Telomerse activity and expression of its components in human neoplasias: Eiso HIYAMA1, Keiko HIYAMA2 (1Dept. of General Med., 1First Dept.of Surg., 2Second Dept. of Int. Med., Hiroshima Univ. Sch. of Med.)

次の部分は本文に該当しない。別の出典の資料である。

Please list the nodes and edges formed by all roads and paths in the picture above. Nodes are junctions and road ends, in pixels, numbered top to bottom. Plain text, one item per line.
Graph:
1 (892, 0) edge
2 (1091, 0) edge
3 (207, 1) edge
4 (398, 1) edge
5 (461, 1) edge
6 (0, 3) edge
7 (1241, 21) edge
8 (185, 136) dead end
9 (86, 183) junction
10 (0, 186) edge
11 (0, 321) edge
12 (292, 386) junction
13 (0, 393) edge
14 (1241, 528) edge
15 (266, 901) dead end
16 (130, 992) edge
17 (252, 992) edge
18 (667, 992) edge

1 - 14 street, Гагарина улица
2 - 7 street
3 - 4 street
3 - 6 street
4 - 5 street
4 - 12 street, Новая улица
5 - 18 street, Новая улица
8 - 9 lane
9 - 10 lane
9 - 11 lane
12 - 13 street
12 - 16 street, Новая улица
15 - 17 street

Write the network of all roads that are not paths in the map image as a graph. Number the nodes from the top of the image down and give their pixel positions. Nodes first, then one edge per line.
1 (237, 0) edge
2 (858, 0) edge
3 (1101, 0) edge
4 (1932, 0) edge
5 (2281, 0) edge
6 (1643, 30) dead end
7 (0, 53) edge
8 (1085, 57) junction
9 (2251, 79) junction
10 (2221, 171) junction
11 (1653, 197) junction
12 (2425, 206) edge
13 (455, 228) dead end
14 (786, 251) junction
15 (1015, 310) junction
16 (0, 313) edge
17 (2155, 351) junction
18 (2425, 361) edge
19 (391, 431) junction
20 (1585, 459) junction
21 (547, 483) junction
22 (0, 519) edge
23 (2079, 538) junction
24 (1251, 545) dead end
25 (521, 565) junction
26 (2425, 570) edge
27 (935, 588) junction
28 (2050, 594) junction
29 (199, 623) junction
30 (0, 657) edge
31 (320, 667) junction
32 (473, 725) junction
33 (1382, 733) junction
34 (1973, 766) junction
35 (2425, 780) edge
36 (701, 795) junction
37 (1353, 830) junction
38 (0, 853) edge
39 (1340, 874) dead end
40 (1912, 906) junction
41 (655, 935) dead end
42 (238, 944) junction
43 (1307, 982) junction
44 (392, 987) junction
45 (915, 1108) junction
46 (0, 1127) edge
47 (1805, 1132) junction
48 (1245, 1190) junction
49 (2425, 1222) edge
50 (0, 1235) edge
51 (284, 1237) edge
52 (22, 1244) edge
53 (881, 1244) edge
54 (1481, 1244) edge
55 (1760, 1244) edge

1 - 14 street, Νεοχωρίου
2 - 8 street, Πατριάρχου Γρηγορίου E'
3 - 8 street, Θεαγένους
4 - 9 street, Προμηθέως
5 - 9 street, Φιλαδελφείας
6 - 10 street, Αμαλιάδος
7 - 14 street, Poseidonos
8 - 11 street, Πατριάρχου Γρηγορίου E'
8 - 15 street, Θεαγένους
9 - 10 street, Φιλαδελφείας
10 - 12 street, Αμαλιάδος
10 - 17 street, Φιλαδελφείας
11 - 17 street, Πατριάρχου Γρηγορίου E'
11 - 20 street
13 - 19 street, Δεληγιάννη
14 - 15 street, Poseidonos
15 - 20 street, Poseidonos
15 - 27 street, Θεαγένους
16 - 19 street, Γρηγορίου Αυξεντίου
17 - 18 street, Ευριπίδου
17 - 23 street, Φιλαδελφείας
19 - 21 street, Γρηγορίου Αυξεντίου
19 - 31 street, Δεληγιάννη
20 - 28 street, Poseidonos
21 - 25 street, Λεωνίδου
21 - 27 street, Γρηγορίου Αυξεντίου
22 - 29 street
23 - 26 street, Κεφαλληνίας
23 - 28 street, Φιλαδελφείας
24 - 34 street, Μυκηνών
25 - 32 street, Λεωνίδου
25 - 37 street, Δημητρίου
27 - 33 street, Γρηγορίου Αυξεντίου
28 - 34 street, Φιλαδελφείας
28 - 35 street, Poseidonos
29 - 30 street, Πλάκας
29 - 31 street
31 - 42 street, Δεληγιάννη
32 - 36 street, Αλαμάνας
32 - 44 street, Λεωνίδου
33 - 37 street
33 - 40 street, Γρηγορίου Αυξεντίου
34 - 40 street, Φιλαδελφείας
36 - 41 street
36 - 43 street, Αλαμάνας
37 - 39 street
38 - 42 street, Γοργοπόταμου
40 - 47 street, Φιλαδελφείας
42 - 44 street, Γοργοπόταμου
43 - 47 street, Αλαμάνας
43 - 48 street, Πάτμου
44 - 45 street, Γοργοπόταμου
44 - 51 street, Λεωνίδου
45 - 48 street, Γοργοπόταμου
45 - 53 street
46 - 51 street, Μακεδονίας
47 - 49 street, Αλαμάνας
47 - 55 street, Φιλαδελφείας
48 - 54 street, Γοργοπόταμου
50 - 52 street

[目的]細胞の不死化と共に発現・活性化するtelomeraseが多くの癌組織で検出されることを報告してきた。今回,telomeraseを構成するTERT(telomerase reverse transcriptase), TEP1(telomerase associated protein 1), TERC(telomerase RNA component)の発現をヒト腫瘍で検討し,telomere長,telomerase活性度及び臨床経過との関連を検討した。[方法]外科切除した乳,肺,胃,大腸,肝,膵癌等成人癌272,神経芽腫,腎芽腫等小児癌122及び肉腫16の癌部と非癌部を採取し,telomerase活性, telomere長(TRF長)を測定し,TERC発現をノザン法にて,TERT, TEP1発現をRT-PCRにて検討した。[結果]telomerase活性レベルとTERT発現は有意の相関を示し,TERC発現もある程度相関した。これに対し,TEP1は癌部,非癌部共に殆どの組織で発現していた。telomerase低活性叉は無活性腫瘍の中にTERT,TERC高発現例が28例存在し,小児癌が半数を占めていた。臨床経過ではtelomerase高活性,TERT発現腫瘍は進行例が有意に多く,予後不良で,中でもTRF長が短い腫瘍は生存期間が短かかった。[結語]ヒト腫瘍におけるtelomerase活性はTERT発現によって制御され,telomerase活性レベルと共にTERT発現も腫瘍の進行度と相関していた。TERT発現抑制が今後telomeraseをターゲットとした癌治療の一戦略になると考えられた。一方,TERC発現レベルもtelomerase活性レベルと有る程度相関していたが,一部ではTERT,TERCが高発現した癌でもtelomerase活性がない腫瘍が存在し,TERT,TERC以外の制御因子の存在も示唆された。